If quila really cares about where the scout mindset metaphor falls apart they could have probed that instead of just dinging me as they are the referee

it did not occur to me that you might endorse the scout/soldier metaphor, and just be using the existence of scout/soldier in 'scout/soldier mindset' to bring it up; so yes, if that's actually the case, it would have been better to notice that and then either not comment on it or probe it as you say. using a metaphor is not invalid.

here's how i perceived it at the time: 'scout mindset' and 'soldier mindset' have particular meanings, so whether traditional soldiers are necessary for traditional scouts is a different topic. writing about them instead seemed 'opportunistic' in some sense, as if the text was using the terminological overlap to sneak through an argument about one as about the other. 
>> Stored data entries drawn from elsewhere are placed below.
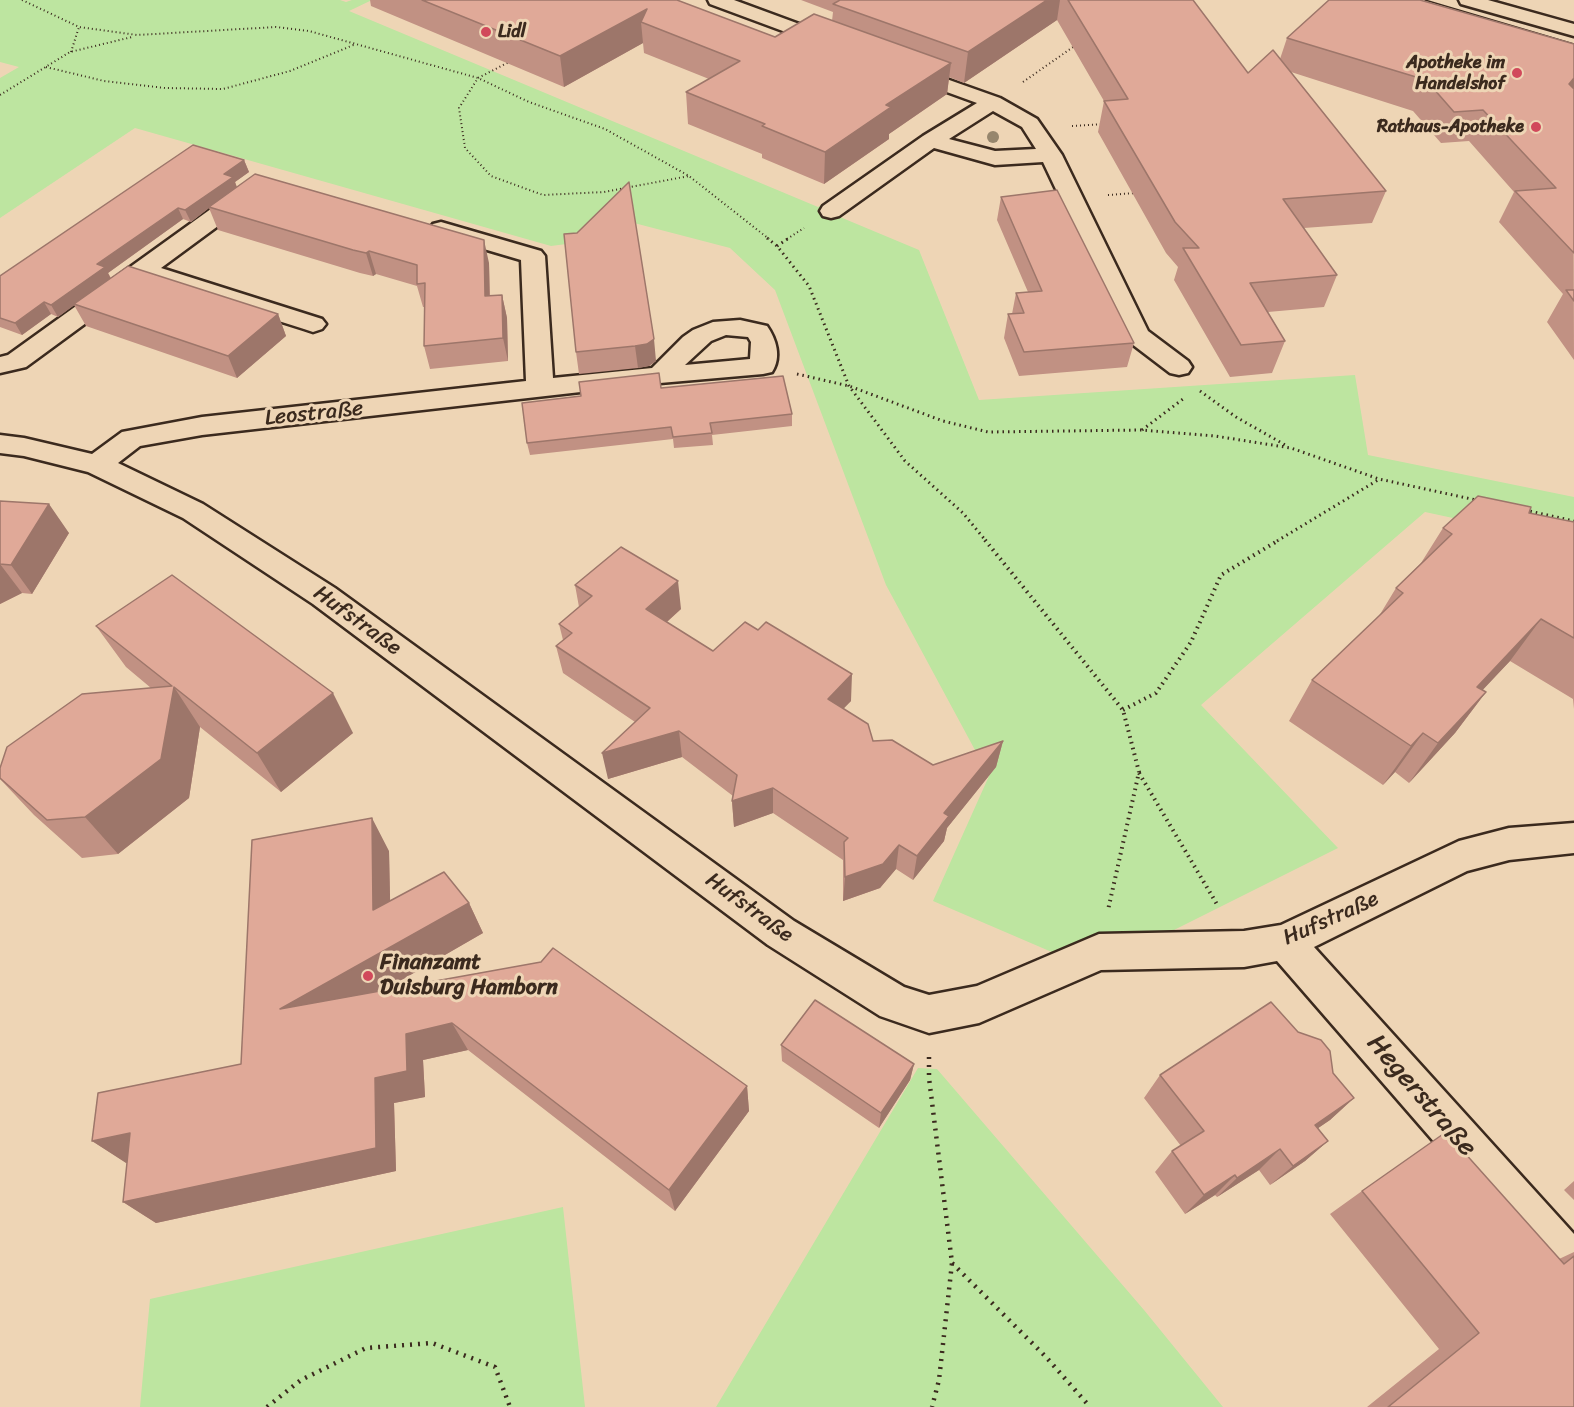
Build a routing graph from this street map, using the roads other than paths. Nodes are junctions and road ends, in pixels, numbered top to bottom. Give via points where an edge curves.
1 (717, 0) edge
2 (1468, 0) edge
3 (1574, 30) edge
4 (856, 52) edge
5 (887, 63) edge
6 (993, 102) junction
7 (931, 141) junction
8 (1051, 155) junction
9 (268, 179) edge
10 (831, 211) dead end
11 (418, 223) edge
12 (144, 270) junction
13 (313, 324) dead end
14 (0, 365) edge
15 (1179, 367) dead end
16 (660, 375) junction
17 (540, 389) junction
18 (0, 444) edge
19 (96, 465) junction
20 (1574, 838) edge
21 (1285, 942) junction
22 (1557, 1250) dead end

1 - 4 street
2 - 3 street
5 - 6 street
6 - 7 street
6 - 8 street via 1030,123
7 - 8 street via 995,158
7 - 10 street
8 - 15 street via 1137,335
9 - 12 street
11 - 17 street via 533,256
12 - 13 street
12 - 14 street via 17,361
16 - 16 street, Leostraße via 763,366 764,342 758,331 739,326 717,327 698,338
16 - 17 street, Leostraße
17 - 19 street, Leostraße via 202,426 132,438
18 - 19 street, Hufstraße
19 - 21 street, Hufstraße via 193,511 324,596 782,933 894,1003 929,1014 979,1005 1099,952 1244,949
20 - 21 street, Hufstraße via 1509,844 1459,857
21 - 22 street, Hegerstraße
i wonder if this thread could have been mitigated if i were more clear about that in my initial comment. if anyone has advice it is welcome.

  1. ^

    maybe 'more structured like the thought is structured internally'

here's how i perceived it at the time: 'scout mindset' and 'soldier mindset' have particular meanings, so whether traditional soldiers are necessary for traditional scouts is a different topic. writing about them instead seemed 'opportunistic' in some sense, as if the text was using the terminological overlap to sneak through an argument about one as about the other.

I mean, no more than when Julia Galef wrote it? Have you read the book? There's a long discussion of this metaphor and my analysis would totally fit there. Julia says there are important times and places for soldier mindset, but everyone seems to have forgotten this and just remembers scout mindset as "the good one".